→ **DATASET RECORDS**
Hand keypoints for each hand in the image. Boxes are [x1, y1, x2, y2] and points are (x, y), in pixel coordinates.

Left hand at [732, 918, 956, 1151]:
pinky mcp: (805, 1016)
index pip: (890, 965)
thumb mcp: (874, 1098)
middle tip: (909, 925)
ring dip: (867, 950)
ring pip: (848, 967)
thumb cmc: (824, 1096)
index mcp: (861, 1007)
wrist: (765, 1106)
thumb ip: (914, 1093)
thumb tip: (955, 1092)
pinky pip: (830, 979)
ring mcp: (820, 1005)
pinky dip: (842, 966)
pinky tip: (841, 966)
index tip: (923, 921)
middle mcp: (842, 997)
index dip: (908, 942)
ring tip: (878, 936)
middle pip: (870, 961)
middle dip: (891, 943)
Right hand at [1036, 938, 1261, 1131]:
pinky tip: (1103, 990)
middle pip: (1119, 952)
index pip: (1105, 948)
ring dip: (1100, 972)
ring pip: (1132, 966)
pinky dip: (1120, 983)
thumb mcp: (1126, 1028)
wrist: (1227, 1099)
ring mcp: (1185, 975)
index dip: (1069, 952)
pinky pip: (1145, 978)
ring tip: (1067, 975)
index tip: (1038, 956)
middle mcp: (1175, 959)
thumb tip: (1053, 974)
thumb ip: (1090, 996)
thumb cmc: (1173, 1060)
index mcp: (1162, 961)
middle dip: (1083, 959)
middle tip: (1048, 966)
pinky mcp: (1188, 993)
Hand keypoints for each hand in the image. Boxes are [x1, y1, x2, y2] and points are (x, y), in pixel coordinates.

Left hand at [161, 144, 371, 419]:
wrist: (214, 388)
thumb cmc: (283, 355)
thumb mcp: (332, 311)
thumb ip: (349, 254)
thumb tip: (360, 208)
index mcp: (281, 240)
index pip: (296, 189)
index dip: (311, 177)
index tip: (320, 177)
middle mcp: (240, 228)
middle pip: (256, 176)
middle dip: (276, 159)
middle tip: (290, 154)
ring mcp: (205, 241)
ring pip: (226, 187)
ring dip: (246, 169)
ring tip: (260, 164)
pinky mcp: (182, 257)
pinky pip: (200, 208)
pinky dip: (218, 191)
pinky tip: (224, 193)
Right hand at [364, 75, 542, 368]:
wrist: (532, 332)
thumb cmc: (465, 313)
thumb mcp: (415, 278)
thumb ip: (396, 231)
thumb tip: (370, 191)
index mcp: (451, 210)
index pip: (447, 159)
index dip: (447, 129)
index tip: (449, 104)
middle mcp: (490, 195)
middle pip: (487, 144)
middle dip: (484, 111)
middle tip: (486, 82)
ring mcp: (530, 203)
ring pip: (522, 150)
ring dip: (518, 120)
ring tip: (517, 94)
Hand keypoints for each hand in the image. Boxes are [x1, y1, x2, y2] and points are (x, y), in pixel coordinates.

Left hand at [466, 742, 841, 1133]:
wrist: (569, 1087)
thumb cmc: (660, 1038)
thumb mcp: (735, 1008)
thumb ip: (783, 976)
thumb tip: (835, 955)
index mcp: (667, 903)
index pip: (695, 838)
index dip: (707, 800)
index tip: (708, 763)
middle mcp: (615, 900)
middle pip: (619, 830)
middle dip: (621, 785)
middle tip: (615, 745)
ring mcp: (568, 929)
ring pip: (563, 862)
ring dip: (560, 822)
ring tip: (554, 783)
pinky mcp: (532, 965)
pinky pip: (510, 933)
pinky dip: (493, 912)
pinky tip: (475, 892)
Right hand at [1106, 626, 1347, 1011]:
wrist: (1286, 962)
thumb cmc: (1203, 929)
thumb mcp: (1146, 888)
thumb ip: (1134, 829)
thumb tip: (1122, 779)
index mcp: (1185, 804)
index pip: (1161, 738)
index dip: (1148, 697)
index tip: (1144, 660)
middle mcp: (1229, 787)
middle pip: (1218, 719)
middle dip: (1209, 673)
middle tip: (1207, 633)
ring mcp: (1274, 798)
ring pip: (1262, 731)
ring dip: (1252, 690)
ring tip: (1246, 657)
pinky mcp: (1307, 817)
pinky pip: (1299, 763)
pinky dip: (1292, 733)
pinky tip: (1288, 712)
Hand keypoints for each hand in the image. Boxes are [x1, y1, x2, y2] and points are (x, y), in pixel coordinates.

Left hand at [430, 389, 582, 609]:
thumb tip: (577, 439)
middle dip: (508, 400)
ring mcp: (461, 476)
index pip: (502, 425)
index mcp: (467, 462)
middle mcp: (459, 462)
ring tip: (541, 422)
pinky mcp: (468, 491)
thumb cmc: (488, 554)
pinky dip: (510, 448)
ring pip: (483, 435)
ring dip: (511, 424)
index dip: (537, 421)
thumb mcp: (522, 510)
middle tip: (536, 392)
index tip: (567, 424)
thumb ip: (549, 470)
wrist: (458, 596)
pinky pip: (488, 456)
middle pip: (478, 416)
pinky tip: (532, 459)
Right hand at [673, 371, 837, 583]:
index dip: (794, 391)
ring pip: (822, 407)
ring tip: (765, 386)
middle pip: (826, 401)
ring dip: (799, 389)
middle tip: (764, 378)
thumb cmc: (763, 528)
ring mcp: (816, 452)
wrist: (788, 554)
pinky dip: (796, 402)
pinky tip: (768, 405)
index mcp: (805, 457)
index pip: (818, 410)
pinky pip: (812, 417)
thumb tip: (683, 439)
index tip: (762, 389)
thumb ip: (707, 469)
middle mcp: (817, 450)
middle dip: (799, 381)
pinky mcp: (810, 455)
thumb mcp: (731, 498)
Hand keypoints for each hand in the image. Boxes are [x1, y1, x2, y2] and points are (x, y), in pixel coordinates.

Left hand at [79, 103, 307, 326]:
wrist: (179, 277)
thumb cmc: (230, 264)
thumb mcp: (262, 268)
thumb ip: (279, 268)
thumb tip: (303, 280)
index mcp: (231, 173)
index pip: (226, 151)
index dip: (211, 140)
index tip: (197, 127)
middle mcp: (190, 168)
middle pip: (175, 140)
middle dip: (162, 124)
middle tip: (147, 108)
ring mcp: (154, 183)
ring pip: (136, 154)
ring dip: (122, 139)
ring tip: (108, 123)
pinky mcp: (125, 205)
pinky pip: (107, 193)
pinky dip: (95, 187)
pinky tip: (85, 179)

→ **REQUIREMENT**
Could you retype the entire listing exactly?

→ **EXERCISE SOLUTION**
Hand keypoints for each hand in the image. Boxes are [x1, y1, x2, y2] and points are (x, y), in pixel coordinates.

Left hand at [732, 918, 956, 1151]:
pinky mcp: (805, 1016)
index pip: (890, 965)
thumb mcp: (874, 1098)
middle tip: (909, 925)
ring dip: (867, 950)
ring pip: (848, 967)
thumb cmc: (824, 1096)
index mcp: (861, 1007)
wrist: (765, 1106)
thumb ip: (914, 1093)
thumb tip: (955, 1092)
pinky pip: (830, 979)
ring mcp: (820, 1005)
pinky dip: (842, 966)
pinky tip: (841, 966)
index tip: (923, 921)
middle mcp: (842, 997)
index dip: (908, 942)
ring tip: (878, 936)
middle pip: (870, 961)
middle dip: (891, 943)
Right hand at [1036, 938, 1261, 1131]:
pinky tip: (1103, 990)
middle pip: (1119, 952)
index pip: (1105, 948)
ring dip: (1100, 972)
ring pip: (1132, 966)
pinky dip: (1120, 983)
thumb mcp: (1126, 1028)
wrist: (1227, 1099)
ring mcp: (1185, 975)
index dip: (1069, 952)
pinky pip: (1145, 978)
ring tip: (1067, 975)
index tip: (1038, 956)
middle mcp: (1175, 959)
thumb tip: (1053, 974)
thumb ip: (1090, 996)
thumb cmc: (1173, 1060)
index mcp: (1162, 961)
middle dip: (1083, 959)
middle tip: (1048, 966)
pinky mcp: (1188, 993)
Hand keypoints for each hand in the image. Boxes are [x1, y1, x2, y2] and points are (x, y), in pixel coordinates.

Left hand at [161, 144, 371, 419]:
wrist: (214, 388)
thumb cmc: (283, 355)
thumb mcp: (332, 311)
thumb ip: (349, 254)
thumb tip: (360, 208)
index mcp: (281, 240)
index pip: (296, 189)
index dip: (311, 177)
index tip: (320, 177)
middle mcp: (240, 228)
middle pip: (256, 176)
middle dip: (276, 159)
middle tip: (290, 154)
ring mcp: (205, 241)
ring pip: (226, 187)
ring dip: (246, 169)
ring tip: (260, 164)
pinky mcp: (182, 257)
pinky pip: (200, 208)
pinky dip: (218, 191)
pinky tip: (224, 193)
Right hand at [364, 75, 542, 368]:
wrist: (532, 332)
thumb cmc: (465, 313)
thumb mcp: (415, 278)
thumb ip: (396, 231)
thumb tip: (370, 191)
index mcp: (451, 210)
index pip: (447, 159)
index dip: (447, 129)
index tip: (449, 104)
middle mcp: (490, 195)
middle pip: (487, 144)
middle dip: (484, 111)
middle tip: (486, 82)
ring mcp: (530, 203)
ring pip: (522, 150)
ring dip: (518, 120)
ring tip: (517, 94)
Hand keypoints for each hand in the image. Boxes are [x1, y1, x2, y2] and points are (x, y), in pixel coordinates.

Left hand at [466, 742, 841, 1133]:
wrist: (569, 1087)
thumb cmc: (660, 1038)
thumb mcp: (735, 1008)
thumb ip: (783, 976)
thumb tip: (835, 955)
index mcp: (667, 903)
index pip: (695, 838)
index dip: (707, 800)
index tip: (708, 763)
middle mcp: (615, 900)
middle pip: (619, 830)
middle dip: (621, 785)
middle tip: (615, 745)
ring mcp: (568, 929)
ring pip: (563, 862)
ring dip: (560, 822)
ring tip: (554, 783)
pinky mcp: (532, 965)
pinky pip: (510, 933)
pinky dip: (493, 912)
pinky tip: (475, 892)
Right hand at [1106, 626, 1347, 1011]:
wrist: (1286, 962)
thumb cmc: (1203, 929)
thumb mcp: (1146, 888)
thumb ip: (1134, 829)
thumb tip: (1122, 779)
index mcp: (1185, 804)
index pip: (1161, 738)
index dip: (1148, 697)
index tip: (1144, 660)
middle mcp: (1229, 787)
middle pip: (1218, 719)
middle dip: (1209, 673)
middle tip: (1207, 633)
ring mcp: (1274, 798)
ring pip: (1262, 731)
ring dip: (1252, 690)
ring tip: (1246, 657)
pinky mcp: (1307, 817)
pinky pip: (1299, 763)
pinky dip: (1292, 733)
pinky tip: (1288, 712)
Hand keypoints for each hand in the image. Boxes are [x1, y1, x2, y2] and points are (x, y), in pixel coordinates.

Left hand at [430, 389, 582, 609]:
thumb tip: (577, 439)
middle dip: (508, 400)
ring mcp: (461, 476)
index pip: (502, 425)
index mcp: (467, 462)
middle mcp: (459, 462)
ring tip: (541, 422)
pinky mcp: (468, 491)
thumb cmc: (488, 554)
pinky dip: (510, 448)
ring pip: (483, 435)
ring dip: (511, 424)
index dip: (537, 421)
thumb mcp: (522, 510)
middle tip: (536, 392)
index tip: (567, 424)
thumb ip: (549, 470)
wrist: (458, 596)
pinky pip: (488, 456)
middle pip: (478, 416)
pinky tip: (532, 459)
Right hand at [673, 371, 837, 583]:
index dip: (794, 391)
ring pip: (822, 407)
ring tip: (765, 386)
middle pip: (826, 401)
ring dip: (799, 389)
middle tip: (764, 378)
thumb cmc: (763, 528)
ring mcp: (816, 452)
wrist: (788, 554)
pinky dip: (796, 402)
pinky tip: (768, 405)
index mcp: (805, 457)
index pip: (818, 410)
pinky pip: (812, 417)
thumb tip: (683, 439)
index tip: (762, 389)
thumb ip: (707, 469)
middle mcp: (817, 450)
middle dip: (799, 381)
pinky mcp: (810, 455)
thumb mcp: (731, 498)
Hand keypoints for each hand in the image. Boxes are [x1, y1, x2, y2] and points are (x, y), in pixel coordinates.

Left hand at [79, 103, 307, 326]:
wrist: (179, 277)
thumb cmc: (230, 264)
thumb mcp: (262, 268)
thumb ip: (279, 268)
thumb tip: (303, 280)
index mcp: (231, 173)
index pip: (226, 151)
index dip: (211, 140)
index tip: (197, 127)
middle mcp: (190, 168)
middle pip: (175, 140)
middle dip: (162, 124)
middle tip: (147, 108)
ring mcp: (154, 183)
ring pip: (136, 154)
ring dip: (122, 139)
ring tip: (108, 123)
pinky mcp: (125, 205)
pinky pip: (107, 193)
pinky dip: (95, 187)
pinky tip: (85, 179)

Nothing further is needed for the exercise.